(Source data)
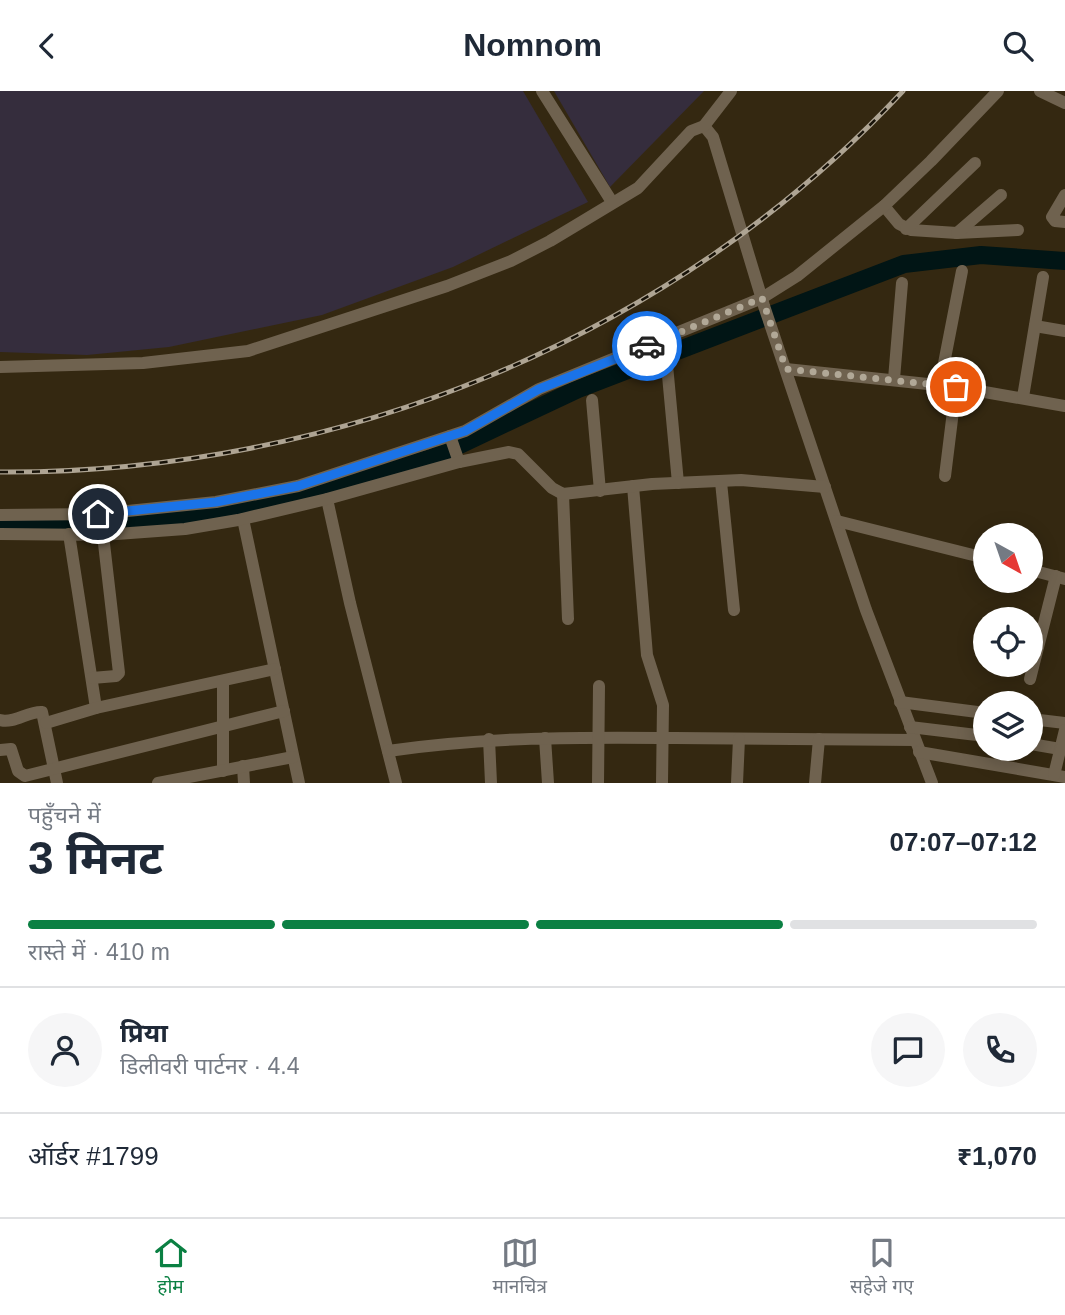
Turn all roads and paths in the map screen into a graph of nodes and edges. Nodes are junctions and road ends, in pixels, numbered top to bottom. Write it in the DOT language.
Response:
graph roads {
  1 [pos="542,91"];
  2 [pos="731,91"];
  3 [pos="998,91"];
  4 [pos="1040,91"];
  5 [pos="1065,103"];
  6 [pos="704,126"];
  7 [pos="975,163"];
  8 [pos="1001,195"];
  9 [pos="1065,195"];
  10 [pos="612,202"];
  11 [pos="884,206"];
  12 [pos="1065,222"];
  13 [pos="906,229"];
  14 [pos="1018,230"];
  15 [pos="957,233"];
  16 [pos="962,271"];
  17 [pos="1043,277"];
  18 [pos="902,283"];
  19 [pos="763,302"];
  20 [pos="1035,326"];
  21 [pos="1065,331"];
  22 [pos="667,365"];
  23 [pos="0,367"];
  24 [pos="786,369"];
  25 [pos="894,379"];
  26 [pos="940,384"];
  27 [pos="956,387"];
  28 [pos="1023,397"];
  29 [pos="592,400"];
  30 [pos="1065,406"];
  31 [pos="450,436"];
  32 [pos="376,461"];
  33 [pos="458,462"];
  34 [pos="945,476"];
  35 [pos="721,482"];
  36 [pos="678,483"];
  37 [pos="382,484"];
  38 [pos="633,486"];
  39 [pos="825,487"];
  40 [pos="600,491"];
  41 [pos="262,493"];
  42 [pos="563,494"];
  43 [pos="327,499"];
  44 [pos="268,513"];
  45 [pos="0,515"];
  46 [pos="243,519"];
  47 [pos="837,521"];
  48 [pos="0,534"];
  49 [pos="69,534"];
  50 [pos="103,535"];
  51 [pos="973,555"];
  52 [pos="1043,573"];
  53 [pos="1060,578"];
  54 [pos="734,610"];
  55 [pos="568,619"];
  56 [pos="275,669"];
  57 [pos="92,678"];
  58 [pos="1030,679"];
  59 [pos="223,681"];
  60 [pos="599,686"];
  61 [pos="901,702"];
  62 [pos="96,708"];
  63 [pos="284,711"];
  64 [pos="973,711"];
  65 [pos="0,720"];
  66 [pos="1043,720"];
  67 [pos="46,723"];
  68 [pos="1065,723"];
  69 [pos="222,727"];
  70 [pos="910,727"];
  71 [pos="973,735"];
  72 [pos="598,737"];
  73 [pos="545,738"];
  74 [pos="661,738"];
  75 [pos="489,739"];
  76 [pos="739,739"];
  77 [pos="818,740"];
  78 [pos="1063,740"];
  79 [pos="1043,742"];
  80 [pos="917,746"];
  81 [pos="0,750"];
  82 [pos="388,751"];
  83 [pos="293,757"];
  84 [pos="243,767"];
  85 [pos="53,769"];
  86 [pos="223,771"];
  87 [pos="1060,776"];
  88 [pos="172,782"];
  89 [pos="57,783"];
  90 [pos="158,783"];
  91 [pos="244,783"];
  92 [pos="299,783"];
  93 [pos="396,783"];
  94 [pos="491,783"];
  95 [pos="548,783"];
  96 [pos="598,783"];
  97 [pos="662,783"];
  98 [pos="737,783"];
  99 [pos="815,783"];
  100 [pos="932,783"];
  1 -- 10 [label="street"];
  2 -- 6 [label="street"];
  3 -- 11 [label="street"];
  4 -- 5 [label="street"];
  6 -- 10 [label="street"];
  6 -- 19 [label="street"];
  7 -- 13 [label="street"];
  8 -- 15 [label="street"];
  9 -- 12 [label="street"];
  10 -- 23 [label="street"];
  11 -- 13 [label="street"];
  11 -- 19 [label="street"];
  13 -- 15 [label="street"];
  14 -- 15 [label="street"];
  16 -- 26 [label="street"];
  17 -- 20 [label="street"];
  18 -- 25 [label="street"];
  19 -- 24 [label="street"];
  19 -- 31 [label="street"];
  20 -- 21 [label="street"];
  20 -- 28 [label="street"];
  22 -- 36 [label="street"];
  24 -- 25 [label="street"];
  24 -- 39 [label="street"];
  25 -- 26 [label="street"];
  26 -- 27 [label="street"];
  27 -- 28 [label="street"];
  27 -- 34 [label="street"];
  28 -- 30 [label="street"];
  29 -- 40 [label="street"];
  31 -- 32 [label="street"];
  31 -- 33 [label="street"];
  32 -- 37 [label="street"];
  32 -- 41 [label="street"];
  33 -- 37 [label="street"];
  33 -- 42 [label="street"];
  35 -- 36 [label="street"];
  35 -- 39 [label="street"];
  35 -- 54 [label="street"];
  36 -- 38 [label="street"];
  37 -- 43 [label="street"];
  38 -- 40 [label="street"];
  38 -- 74 [label="street"];
  39 -- 47 [label="street"];
  40 -- 42 [label="street"];
  41 -- 44 [label="street"];
  41 -- 45 [label="street"];
  42 -- 55 [label="street"];
  43 -- 44 [label="street"];
  43 -- 82 [label="street"];
  44 -- 46 [label="street"];
  46 -- 50 [label="street"];
  46 -- 56 [label="street"];
  47 -- 51 [label="street"];
  47 -- 61 [label="street"];
  48 -- 49 [label="street"];
  49 -- 50 [label="street"];
  49 -- 57 [label="street"];
  50 -- 57 [label="street"];
  52 -- 53 [label="street"];
  53 -- 58 [label="street"];
  56 -- 59 [label="street"];
  56 -- 63 [label="street"];
  57 -- 62 [label="street"];
  59 -- 62 [label="street"];
  59 -- 69 [label="street"];
  60 -- 72 [label="street"];
  61 -- 64 [label="street"];
  61 -- 70 [label="street"];
  62 -- 67 [label="street"];
  63 -- 69 [label="street"];
  63 -- 83 [label="street"];
  65 -- 67 [label="street"];
  66 -- 68 [label="street"];
  67 -- 85 [label="street"];
  69 -- 85 [label="street"];
  69 -- 86 [label="street"];
  70 -- 71 [label="street"];
  70 -- 80 [label="street"];
  72 -- 73 [label="street"];
  72 -- 74 [label="street"];
  72 -- 96 [label="street"];
  73 -- 75 [label="street"];
  73 -- 95 [label="street"];
  74 -- 76 [label="street"];
  74 -- 97 [label="street"];
  75 -- 82 [label="street"];
  75 -- 94 [label="street"];
  76 -- 77 [label="street"];
  76 -- 98 [label="street"];
  77 -- 80 [label="street"];
  77 -- 99 [label="street"];
  78 -- 79 [label="street"];
  78 -- 87 [label="street"];
  80 -- 87 [label="street"];
  80 -- 100 [label="street"];
  81 -- 85 [label="street"];
  82 -- 93 [label="street"];
  83 -- 84 [label="street"];
  83 -- 92 [label="street"];
  84 -- 86 [label="street"];
  84 -- 91 [label="street"];
  85 -- 89 [label="street"];
  86 -- 88 [label="street"];
  88 -- 90 [label="street"];
}
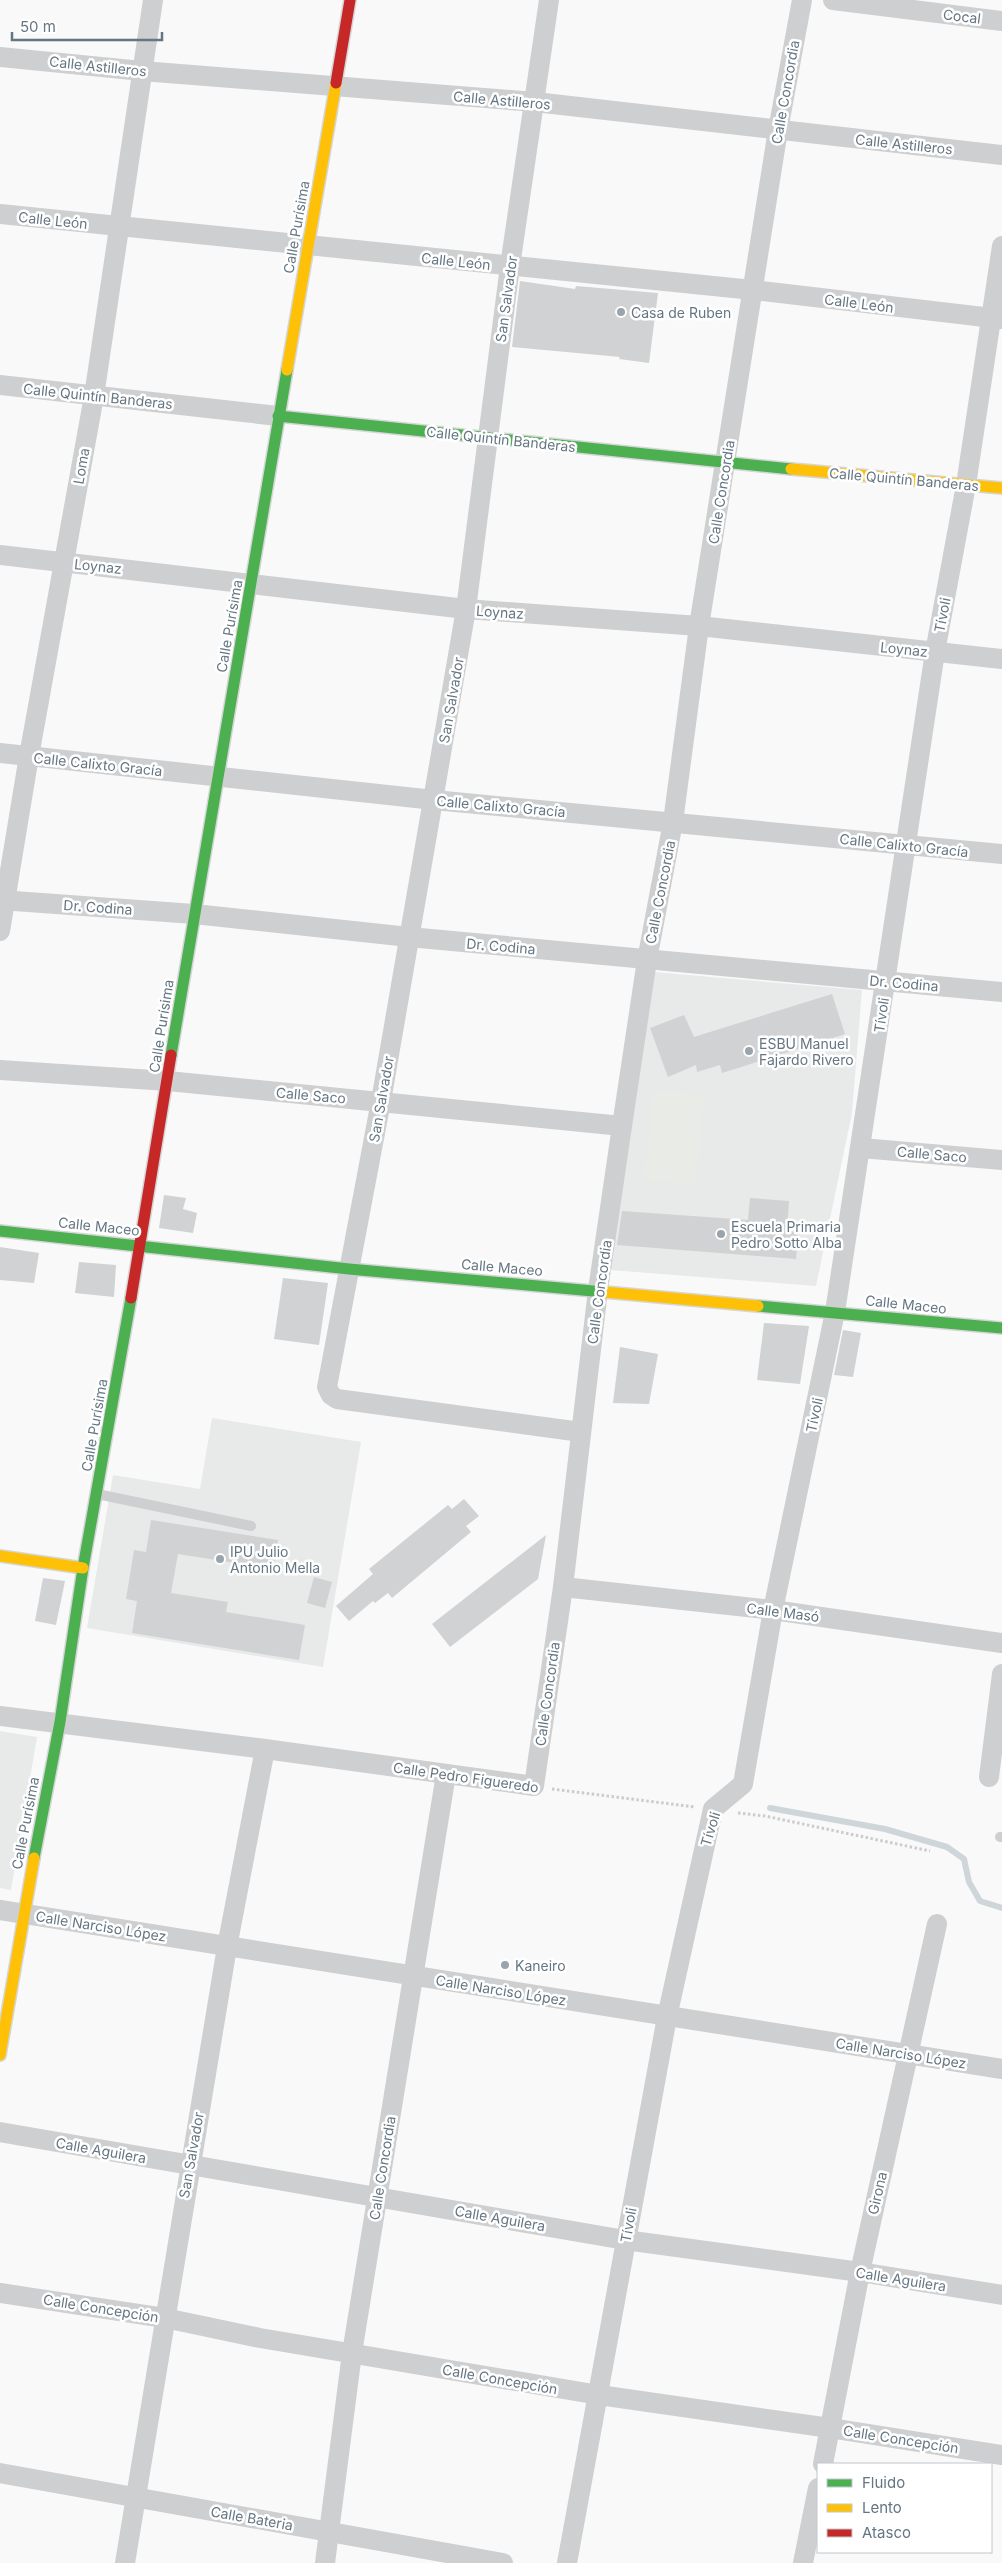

● PROMPT
Give the number of lines above that hold "roads", with no other words.

● YOUR RESPONSE
2